The files are saved as 11469448248.H15587P19346.smtp.x14.eu_2,S files. I've changed the extension to standard .eml format so email clients can read them from disc.

for f in *.smtp.x14.eu_2,S; do
#sed "9q;d" $f
#tail -n+9 $f | head -n1
mv -- "$f" "${f%.smtp.x14.eu_2,S}.eml";
done

As you can see I've tried to use the sed and tail command to get the 9th line from the file; problem is that the subject isn't always on the 9th line and the file names don't say much of its content.

I'm trying to get the files names to be in a understandable format, so I figured the subject could be helpful.

On the nth line of the email file is a line that begins with Subject: PD: the subject

Im trying to find this line fet rid of Subject: PD: and leave the rest as the ne file name

Solution

The following is wrong but implements what you seem to be asking.

subj=$(sed -n '/^Subject: PD *//!d;p;q;/^$/q' "$f")

The problem with this is that it succeeds in the trivial case, but fails when you have a MIME RFC2047-encoded Subject: header, and (more trivially) when the Subject: header spans more than a single line.

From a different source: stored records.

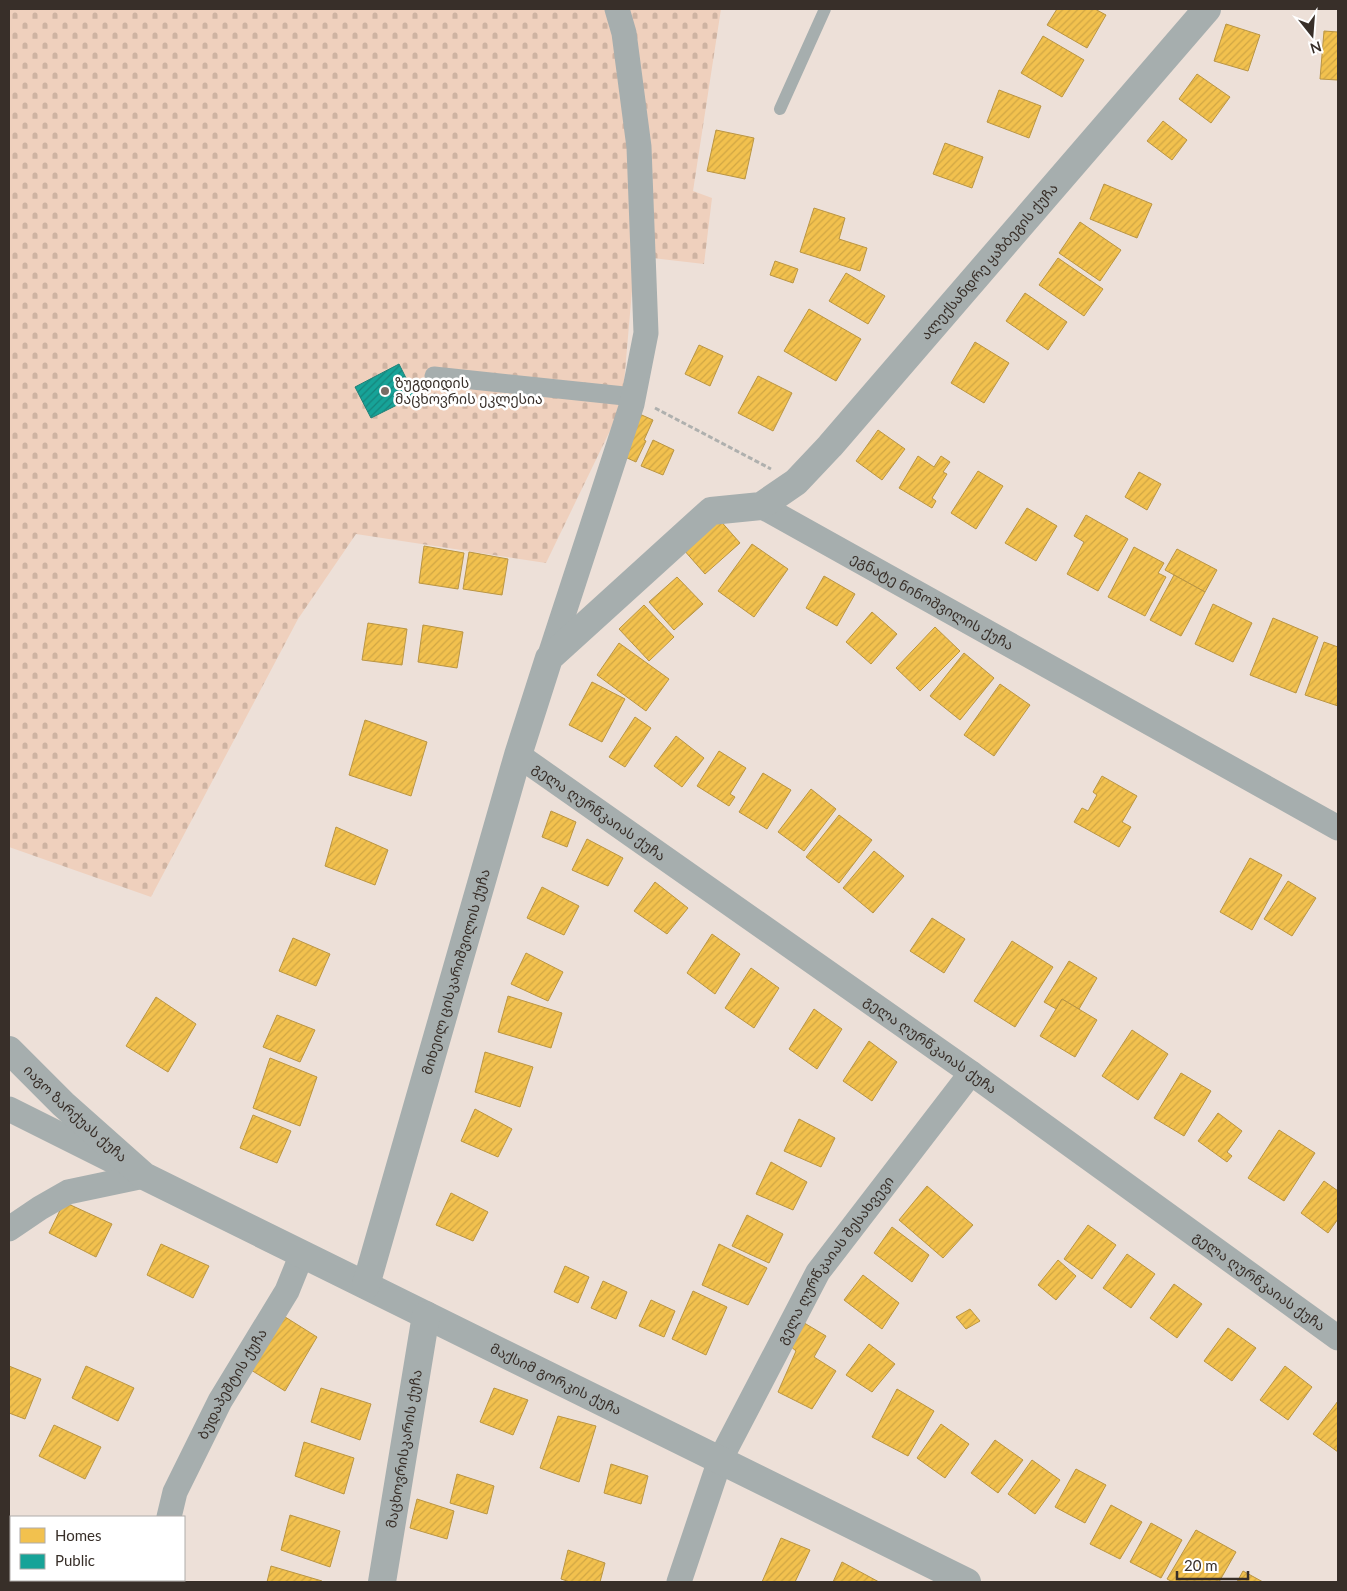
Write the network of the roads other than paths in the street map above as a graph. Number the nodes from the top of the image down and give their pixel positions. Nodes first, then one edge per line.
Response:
1 (617, 9) edge
2 (825, 9) edge
3 (1208, 9) edge
4 (780, 108) dead end
5 (434, 376) dead end
6 (634, 397) junction
7 (761, 506) junction
8 (549, 658) junction
9 (518, 755) junction
10 (1338, 828) edge
11 (9, 1050) edge
12 (971, 1074) junction
13 (9, 1109) edge
14 (144, 1176) junction
15 (9, 1229) edge
16 (302, 1254) junction
17 (366, 1285) junction
18 (426, 1315) junction
19 (1338, 1338) edge
20 (720, 1460) junction
21 (168, 1516) edge
22 (382, 1582) edge
23 (679, 1582) edge
24 (967, 1582) edge

1 - 6 street
2 - 4 lane
3 - 7 street, ალექსანდრე ყაზბეგის ქუჩა
5 - 6 street
6 - 8 street
7 - 8 street
7 - 10 street, ეგნატე ნინოშვილის ქუჩა
8 - 9 street, მიხეილ ცისკარიშვილის ქუჩა
9 - 12 street, გელა ღურწკაიას ქუჩა
9 - 17 street, მიხეილ ცისკარიშვილის ქუჩა
11 - 14 street, იაგო ზარქუას ქუჩა
12 - 19 street, გელა ღურწკაიას ქუჩა
12 - 20 street, გელა ღურწკაიას შესახვევი
13 - 14 street
14 - 15 street
14 - 16 street, მაქსიმ გორკის ქუჩა
16 - 17 street, მაქსიმ გორკის ქუჩა
16 - 21 street, ბუდაპეშტის ქუჩა
17 - 18 street, მაქსიმ გორკის ქუჩა
18 - 20 street, მაქსიმ გორკის ქუჩა
18 - 22 street, მაცხოვრისკარის ქუჩა
20 - 23 street, გელა ღურწკაიას შესახვევი
20 - 24 street, მაქსიმ გორკის ქუჩა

I would approach this with a slightly more modern programming language. It's not quite a one-liner, but it's easy enough with Python.

subj=$(./emailsubj.py "$f")

where emailsubj.py contains something more or less like

#!/usr/bin/env python
from email.parser import Parser
from email.header import Header, decode_header
from sys import argv

for filename in argv[1:]:
    with open(filename, 'rb') as handle:  # handle file not found etc?
        message = Parser().parse(handle)
    try:
        subj = ''.join([frag.decode(enc) if enc else frag
            for frag, enc in decode_header(message['subject'])])
    except HeaderParseError, UnicodeDecodeError:
        subj = message['subject']   # maybe warn about error?
    print(subj)

(Remember to chmod +x emailsubj.py, obviously.)

This retrieves the entire Subject: header and seems like a good design for a modular tool. If you want to remove a prefix after extracting the header, the shell has simple facilities for parameter expansion which do exactly that. For example,

echo "${subj#PD:\ }"

displays the value of $subj with any prefix PD: removed from the front of the value.

The above was written for Python 2.7. In Python 3.6+, a much simpler version is sufficient. The following exercises the Python 3.6+ revamped email library (which for the time being requires you to name an explicit policy, but) which is significantly simpler and more versatile.

from email import message_from_binary_file
from email.policy import default

from sys import argv

for filename in argv[1:]:
    with open(filename, 'rb') as handle:  # handle file not found etc?
        message = message_from_binary_file(handle, policy=default)
    print(message['subject'])

With Python 3, the output on any sane platform should be fine simply with print. Of course, if your terminal can't print Unicode (in which case you are probably on Windows) it could fail for that reason.